The question ultimately goes back to what you constitute as the most 'technologically advanced'. The Eldar and Old Ones for example utilised the warp in their technology, where as the Necrons didn't.

But regardless this quote may help:



Necron Codex said:


> ...Their science is still unparalleled and time is on their side.


Implying that their 'science' was always unparalleled.


----------



## K3k3000 (Dec 28, 2009)

darklove said:


> I would definitely put Necrons higher than the Old Ones. When the Necrontyr first encountered the Old Ones it might have been true, but by the time they were Necrons and ruled the Galaxy they were definitely more advanced than the Old Ones ever were. The Old Ones had to resort to using Warp magic because their technology was obsolete in comparison with the Necrons.

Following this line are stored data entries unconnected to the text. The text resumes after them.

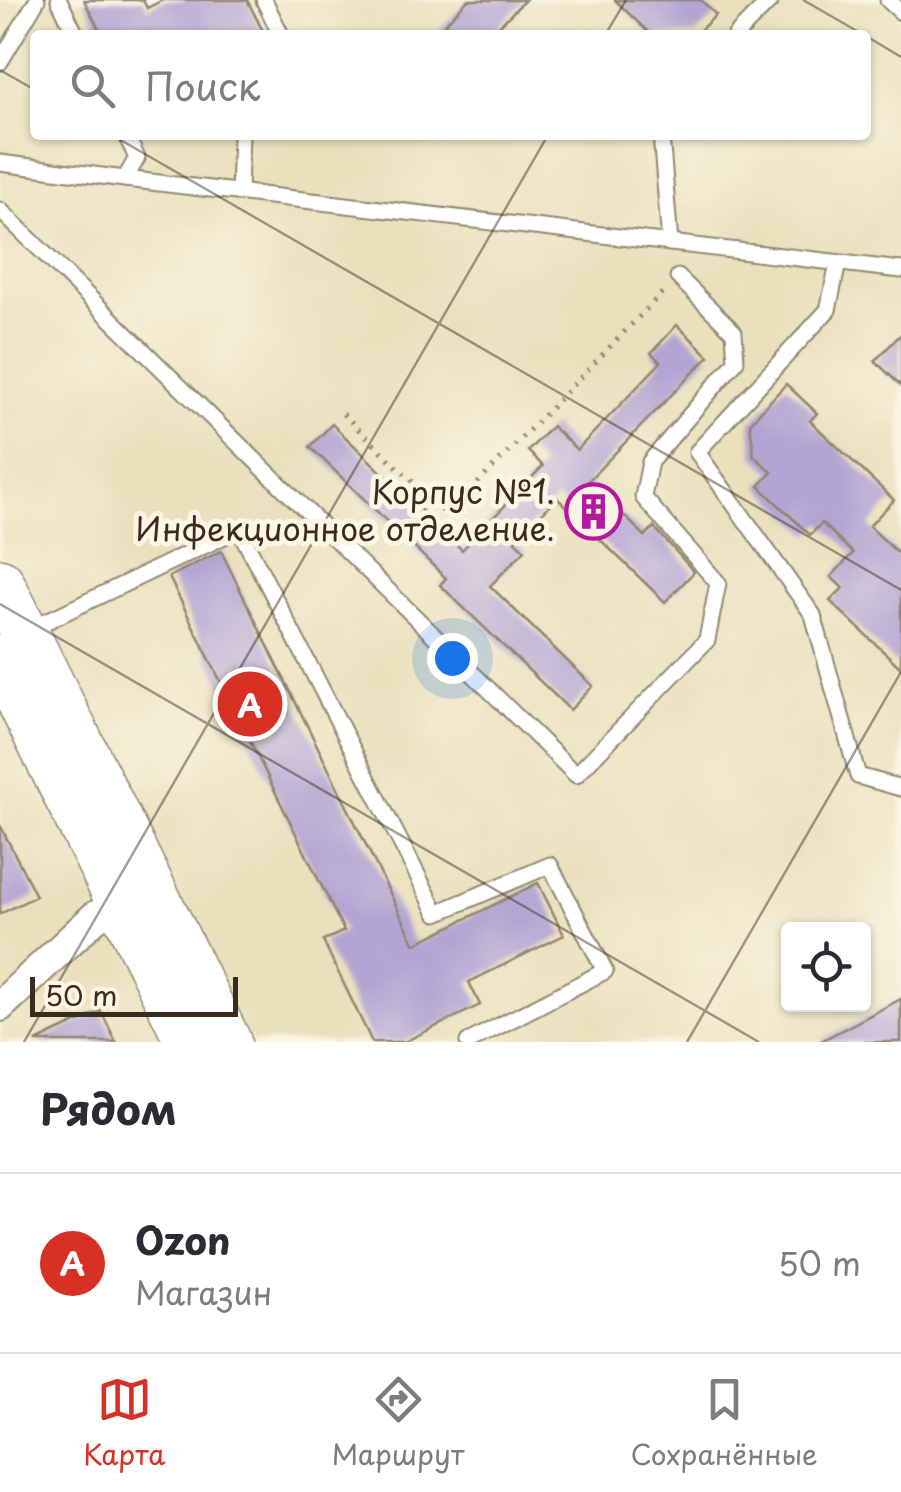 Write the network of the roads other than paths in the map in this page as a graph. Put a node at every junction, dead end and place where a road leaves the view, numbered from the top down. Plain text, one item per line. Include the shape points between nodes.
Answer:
1 (37, 0) edge
2 (59, 0) edge
3 (264, 0) edge
4 (770, 0) edge
5 (888, 0) edge
6 (901, 12) edge
7 (74, 30) edge
8 (279, 30) edge
9 (741, 30) edge
10 (0, 62) edge
11 (128, 140) edge
12 (242, 140) edge
13 (661, 140) edge
14 (0, 162) edge
15 (124, 180) junction
16 (239, 193) junction
17 (0, 210) edge
18 (670, 243) junction
19 (838, 262) junction
20 (901, 270) edge
21 (678, 277) road end
22 (0, 583) edge
23 (12, 646) edge
24 (901, 788) edge
25 (121, 903) junction
26 (0, 1006) edge
27 (190, 1042) edge
28 (227, 1042) edge
29 (468, 1042) edge

1 - 10 lane
2 - 7 lane
3 - 8 lane
4 - 9 lane
5 - 6 lane
11 - 15 lane via 137,158
12 - 16 lane
13 - 18 lane
14 - 15 lane
15 - 16 lane
16 - 18 lane
17 - 21 lane via 576,775 707,640 718,583 644,497 650,462 736,361 734,332
18 - 19 lane
19 - 20 lane
19 - 24 lane via 828,310 697,452 813,616 858,776
22 - 23 main road
23 - 25 main road
23 - 28 main road
23 - 29 lane via 239,530 438,912 550,865 605,971
25 - 26 street via 95,917
25 - 27 main road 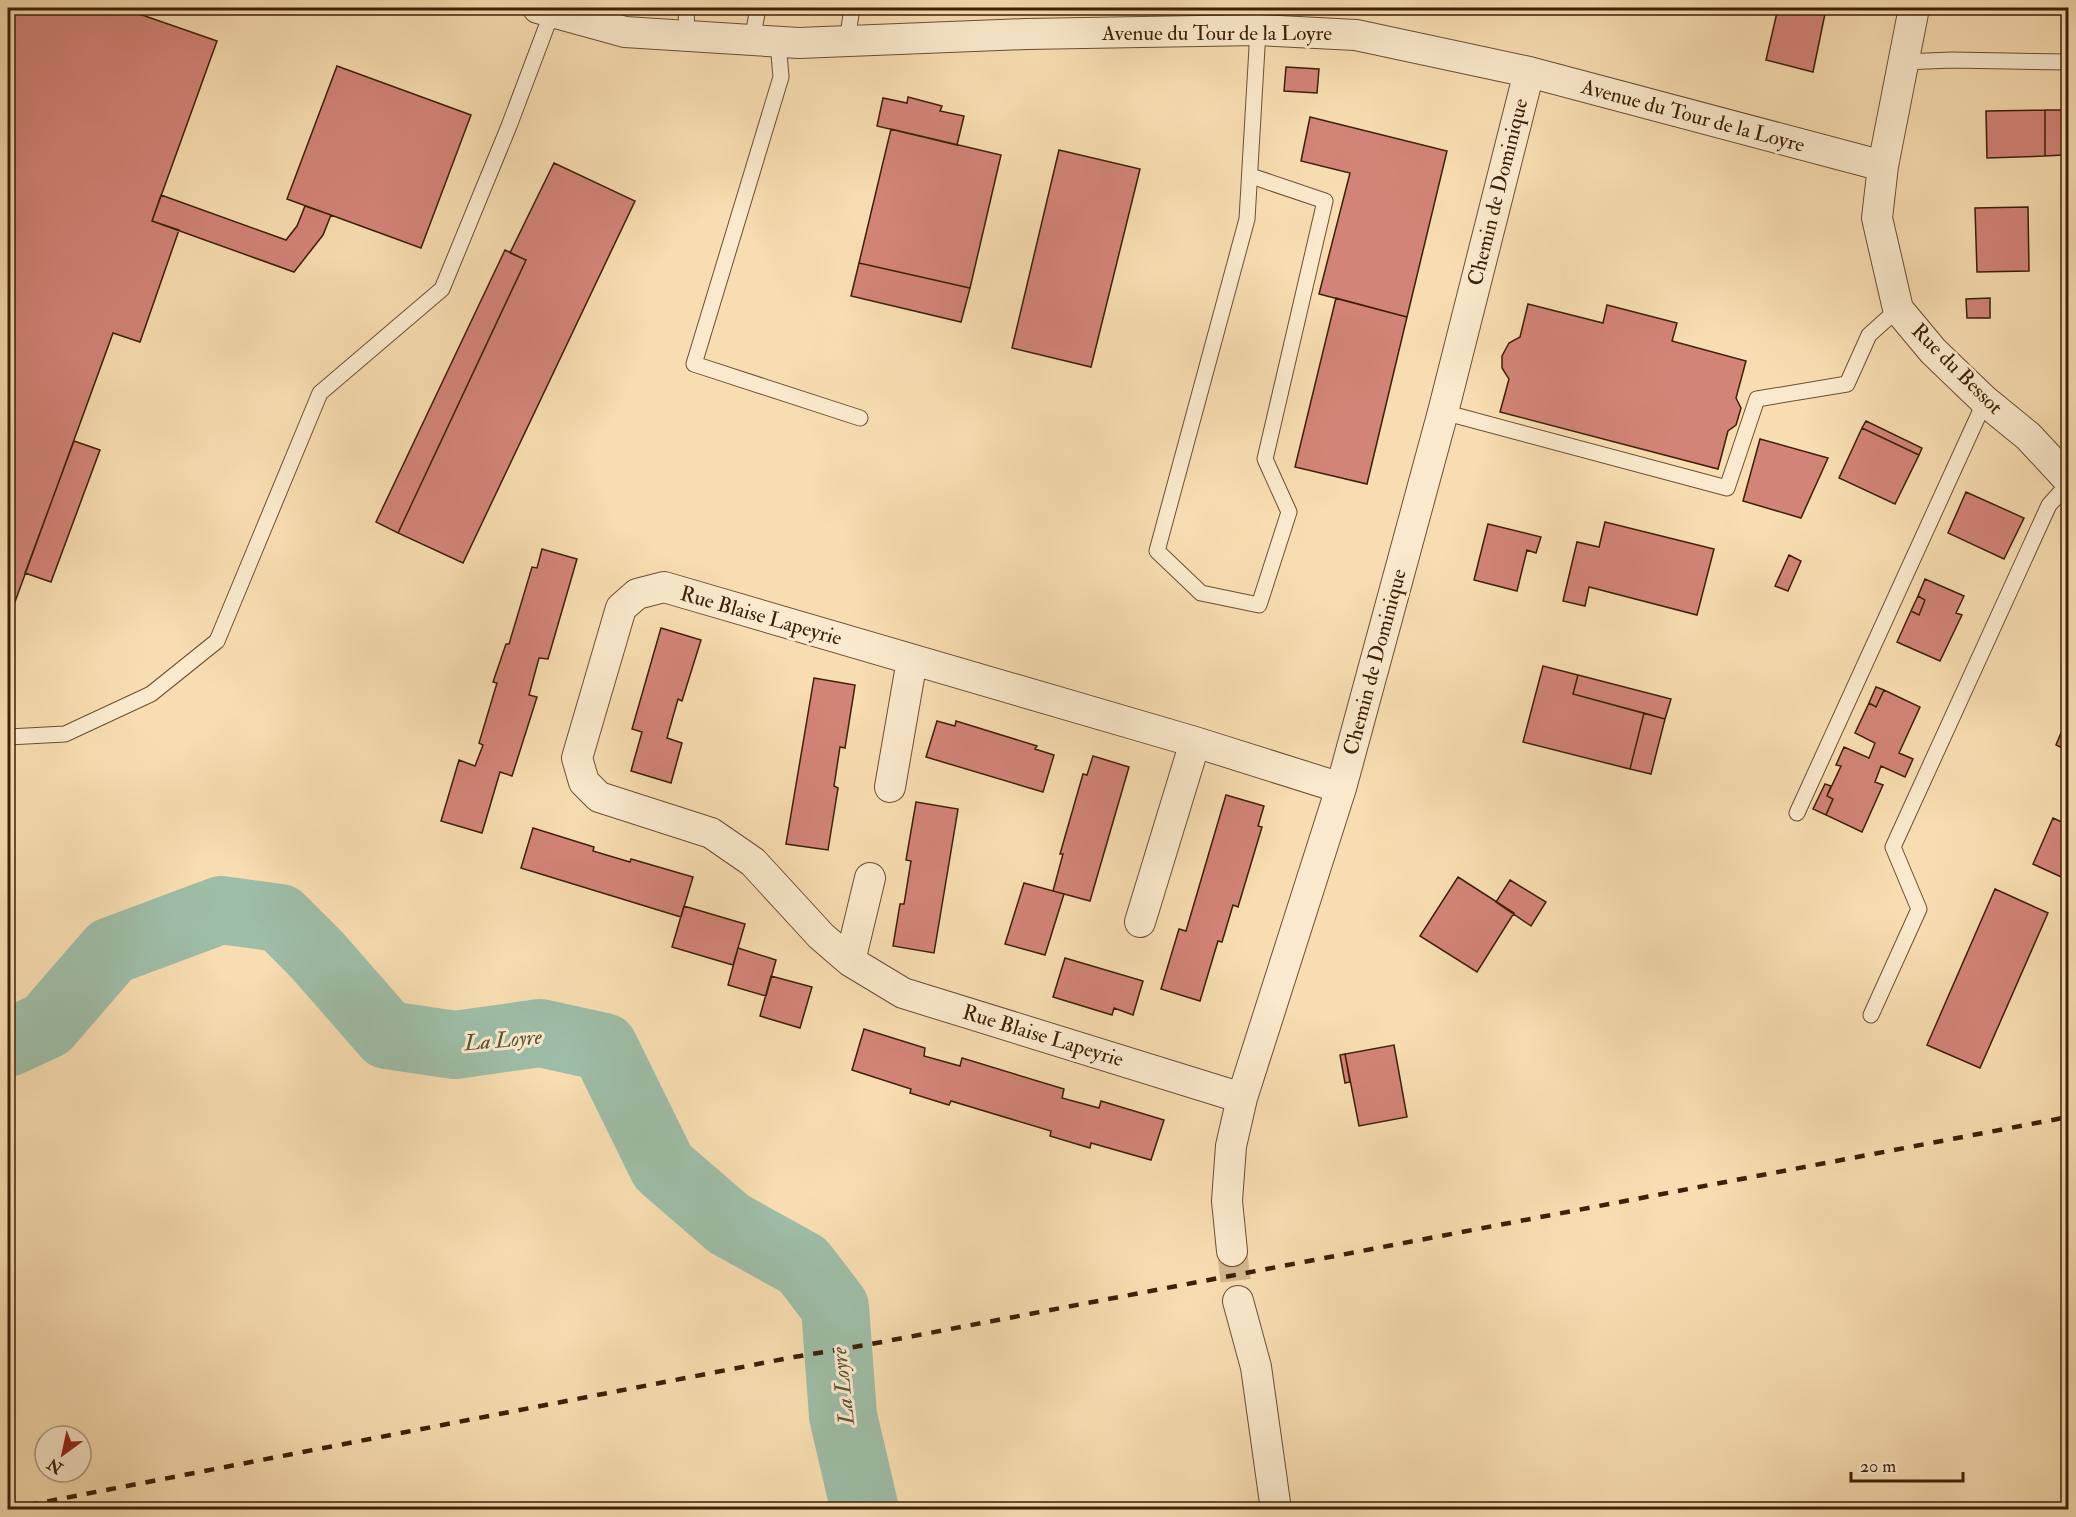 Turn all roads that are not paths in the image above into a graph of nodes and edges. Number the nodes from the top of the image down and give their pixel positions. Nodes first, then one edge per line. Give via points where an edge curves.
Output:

The Old Ones always used warp magic in their technology, much like the eldar. This is how they differed from the necron, who use science that is essentially grounded in the physics of the 40k galaxy, rather than the whims of psykers.

It's difficult to say who was superior to who, as in 40K "technological advancement" usually translates to "superior weaponry." The necrontyr, for all their tech, didn't seem to stand much of a chance against the Old Ones until the C'tan came along. Did the C'tan help the necron improve their technology, or did the necrontyr simply gain lost ground after converting the C'tan to metal shells? I can put sheet metal on an angry elephant and have a formidable weapon, but I wouldn't call it "technologically advanced."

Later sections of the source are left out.